I run, in
large part, alone
.
I enjoy going
when and where I want, setting my own pace, and choosing the distance.
Now and
then, however, I encounter a runner who is good to lope 16 miles at cruising
speed or to take on a backwoods scramble in the hills. To encounter such a
runner is to find a fellow pilgrim. We can go on for miles, spending what
breath we have left in our lungs describing our quests for the perfect stride,
the exaltation of a strong race finish, the transcendent bliss of an empty road
where mind merges with breath and footfall.
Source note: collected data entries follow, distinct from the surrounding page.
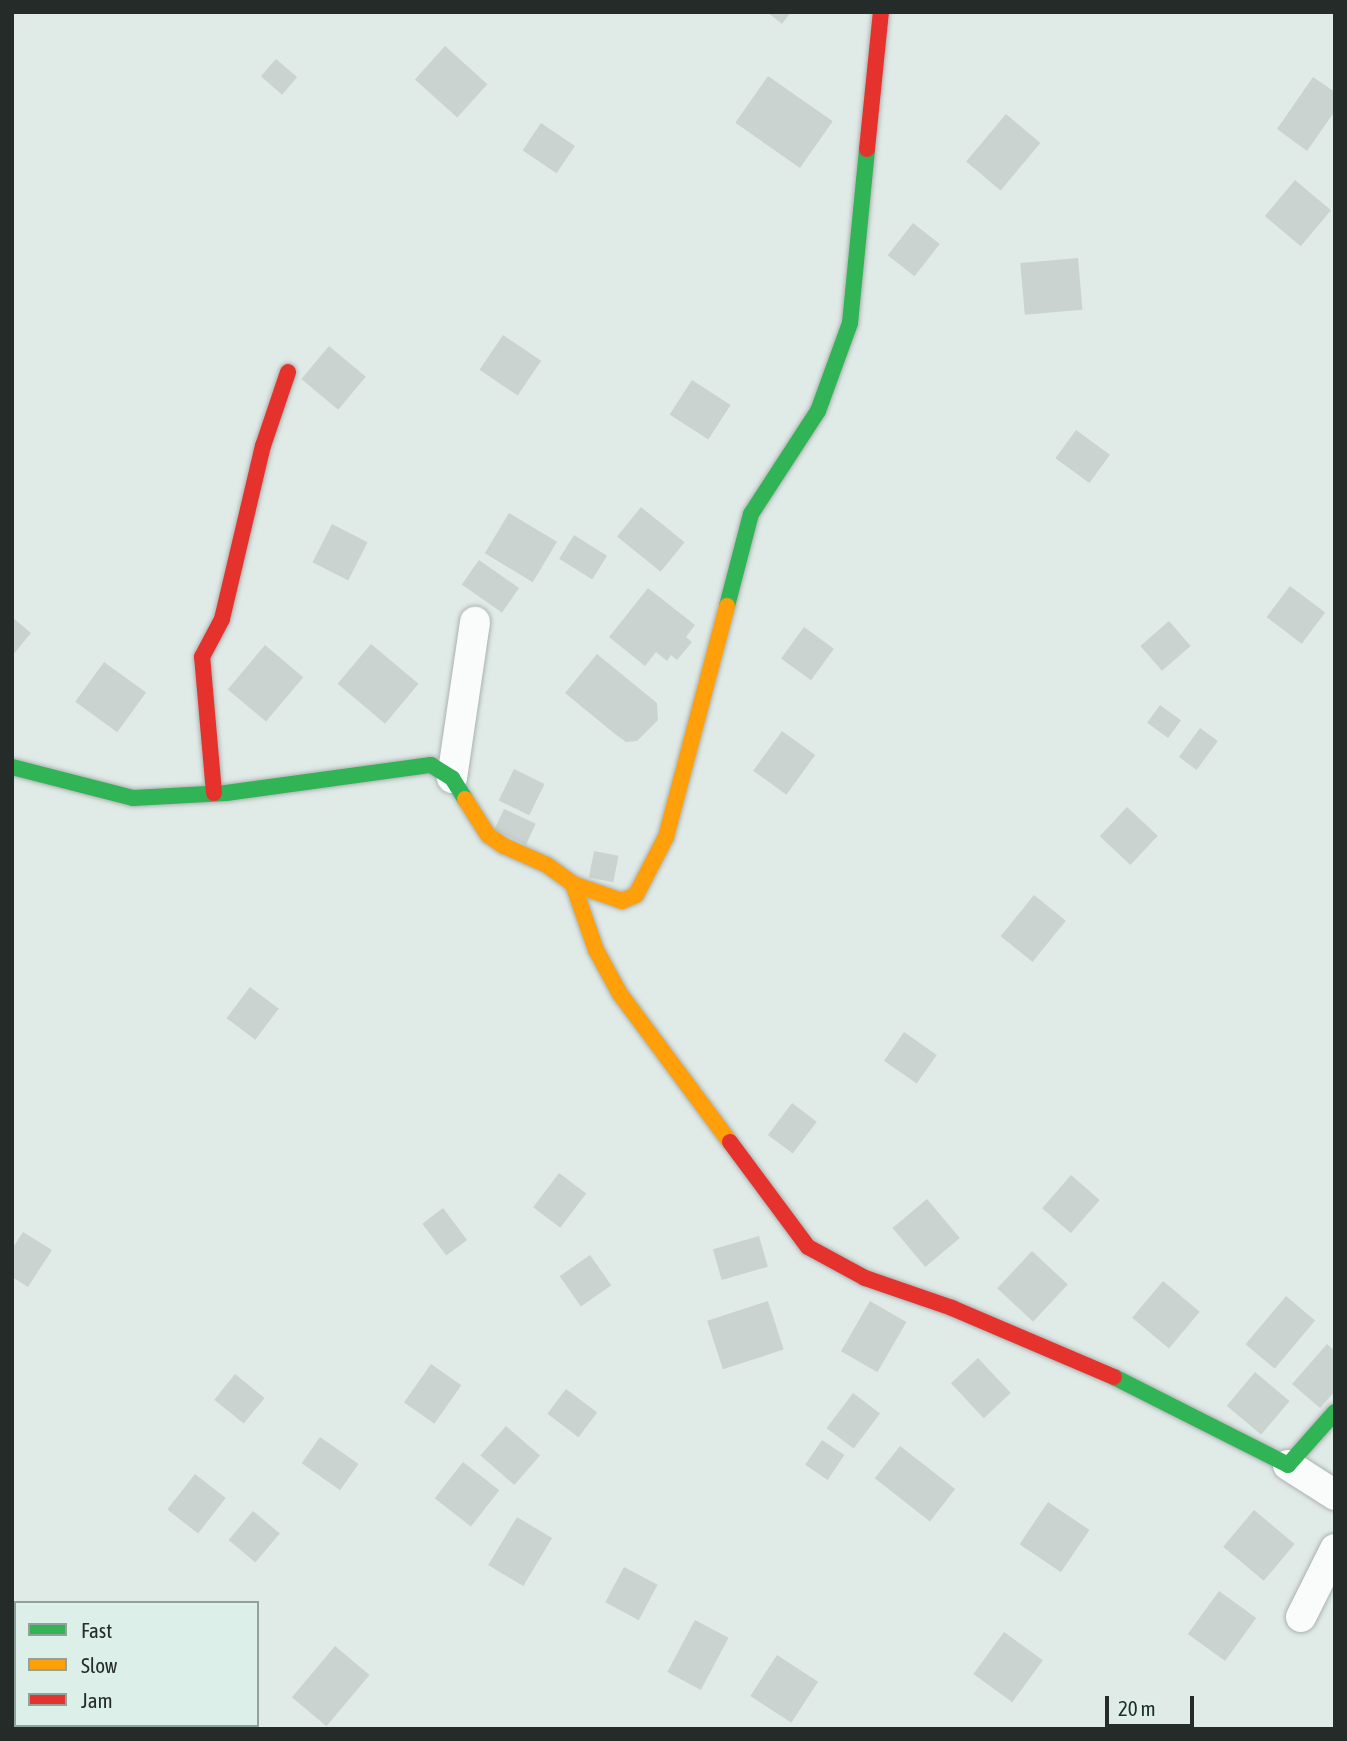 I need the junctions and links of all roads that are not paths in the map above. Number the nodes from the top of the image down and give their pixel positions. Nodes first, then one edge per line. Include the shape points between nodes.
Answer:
1 (881, 12) edge
2 (288, 372) dead end
3 (475, 622) dead end
4 (12, 766) edge
5 (452, 778) junction
6 (214, 793) junction
7 (573, 884) junction
8 (1335, 1412) edge
9 (1288, 1465) junction
10 (1335, 1495) edge
11 (1335, 1549) edge
12 (1301, 1617) dead end

1 - 7 street via 850,323 818,411 751,514 666,837 648,880 636,895 622,901
2 - 6 street via 263,446 222,619 202,657
3 - 5 street
4 - 6 street via 133,798
5 - 6 street via 431,765
5 - 7 street via 488,835
7 - 9 street via 596,950 620,994 808,1247 865,1278 1092,1366
8 - 9 street
9 - 10 street
11 - 12 street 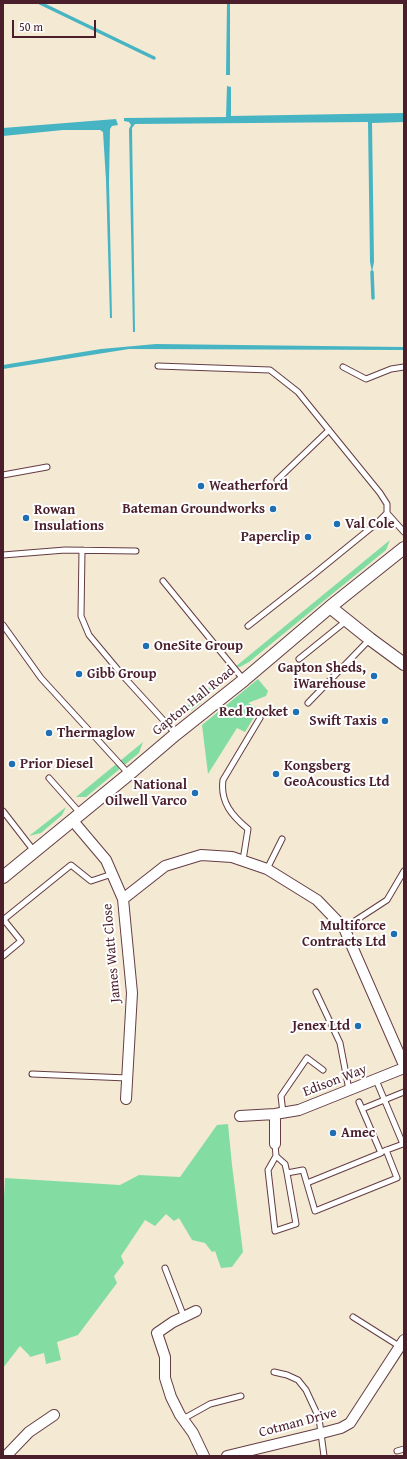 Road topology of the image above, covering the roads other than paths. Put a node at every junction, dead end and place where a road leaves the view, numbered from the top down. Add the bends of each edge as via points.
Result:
1 (158, 366) dead end
2 (343, 367) dead end
3 (404, 367) edge
4 (329, 430) junction
5 (47, 467) dead end
6 (3, 475) edge
7 (278, 480) dead end
8 (387, 513) junction
9 (404, 532) edge
10 (404, 548) edge
11 (82, 550) junction
12 (136, 551) dead end
13 (3, 555) edge
14 (163, 581) dead end
15 (330, 607) junction
16 (347, 620) junction
17 (3, 625) edge
18 (248, 626) dead end
19 (370, 639) junction
20 (298, 659) dead end
21 (404, 664) edge
22 (244, 680) junction
23 (308, 703) dead end
24 (260, 718) dead end
25 (176, 734) junction
26 (129, 774) junction
27 (49, 778) dead end
28 (3, 811) edge
29 (77, 817) junction
30 (282, 839) dead end
31 (35, 851) junction
32 (243, 860) junction
33 (267, 869) junction
34 (404, 871) edge
35 (112, 874) junction
36 (3, 877) edge
37 (123, 899) junction
38 (3, 920) edge
39 (344, 928) junction
40 (3, 956) edge
41 (316, 992) dead end
42 (404, 1066) edge
43 (323, 1070) dead end
44 (32, 1074) dead end
45 (127, 1078) junction
46 (376, 1080) junction
47 (349, 1090) junction
48 (404, 1092) edge
49 (126, 1099) dead end
50 (385, 1100) junction
51 (359, 1102) dead end
52 (362, 1109) junction
53 (279, 1114) junction
54 (240, 1116) dead end
55 (275, 1144) joint
56 (384, 1152) junction
57 (276, 1156) junction
58 (287, 1173) junction
59 (307, 1183) junction
60 (165, 1268) dead end
61 (196, 1311) dead end
62 (184, 1317) junction
63 (353, 1317) dead end
64 (401, 1343) edge
65 (274, 1372) dead end
66 (240, 1396) dead end
67 (54, 1415) dead end
68 (183, 1419) junction
69 (322, 1433) junction
70 (404, 1449) edge
71 (397, 1451) dead end
72 (6, 1456) edge
73 (204, 1456) edge
74 (227, 1456) edge
75 (324, 1456) edge

1 - 4 lane via 270,370 298,392
2 - 3 lane via 366,380 391,369
4 - 7 lane
4 - 8 lane via 380,493 387,504
5 - 6 lane
8 - 9 lane
8 - 18 lane via 325,566
10 - 15 street, Gapton Hall Road
11 - 12 lane
11 - 13 lane
11 - 25 lane via 81,616 89,635
14 - 22 lane
15 - 16 street
15 - 22 street, Gapton Hall Road
16 - 19 street
16 - 20 lane
17 - 26 lane via 41,678
19 - 21 street
19 - 23 lane
22 - 25 street, Gapton Hall Road
24 - 32 lane via 223,780 224,798 238,821 248,829
25 - 26 street, Gapton Hall Road
26 - 29 street, Gapton Hall Road
27 - 29 lane
28 - 31 lane
29 - 31 street, Gapton Hall Road
29 - 35 street, James Watt Close via 106,860
30 - 33 lane
31 - 36 street, Gapton Hall Road
32 - 33 street
32 - 37 street via 201,855 165,866
33 - 39 street via 317,900
34 - 39 lane via 387,900
35 - 37 street, James Watt Close
35 - 38 lane via 91,881 71,866
37 - 45 street, James Watt Close via 132,993
38 - 40 lane via 21,941
39 - 42 street
41 - 47 lane via 340,1043
42 - 46 street, Edison Way
43 - 53 lane via 307,1058 281,1096
44 - 45 lane
45 - 49 street, James Watt Close
46 - 47 street, Edison Way
46 - 50 lane
47 - 53 street, Edison Way via 299,1110
48 - 50 lane
50 - 52 lane
50 - 56 lane via 403,1144
51 - 52 lane
52 - 56 lane
53 - 54 street, Edison Way
53 - 55 street
55 - 57 lane
56 - 59 lane
56 - 59 lane via 397,1178 315,1211
57 - 58 lane via 285,1164
57 - 58 lane via 268,1170 275,1231 296,1224
58 - 59 lane via 303,1170
60 - 62 lane
61 - 62 street
62 - 68 street via 157,1333 165,1357 165,1378 170,1397
63 - 64 lane
64 - 69 street, Cotman Drive via 350,1423
65 - 69 lane via 298,1380 306,1390 319,1418
66 - 68 lane via 210,1404
67 - 72 street via 29,1432
68 - 73 street
69 - 74 street, Cotman Drive
69 - 75 lane
70 - 71 lane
These are the parts of distance
running that seem indelible, difficult to convey to someone from outside the
clan, yet joyous to share with one who understands.
I recently felt
this kind of connection when I read Haruki Murakami’s 2009 memoir, What I
Talk About When I Talk About Running. Murakami, well-known for his fiction
books, bridges his decades of distance running with his development as a
writer. These two passions, seemingly disparate, benefit from qualities such as
determination, and dedicated work. Both require a noise filter, minds focused,
shields up against distraction.
Murakami
left college as a workaholic, non-runner, non-writer, and smoker, one who
pulled long hours in the jazz club he owned in Tokyo. He wrote a novel at 30
(more or less for the hell of it, by his description), which opened a door to a
fiction-writing career. Soon after, Murakami left the club, took up running to
improve his health, and began writing full time, while shuttling between Japan,
Hawaii, and Boston. In running, he found far more than a fitness hobby. It
helped him to quiet his mind and carry the psychological burdens of writing.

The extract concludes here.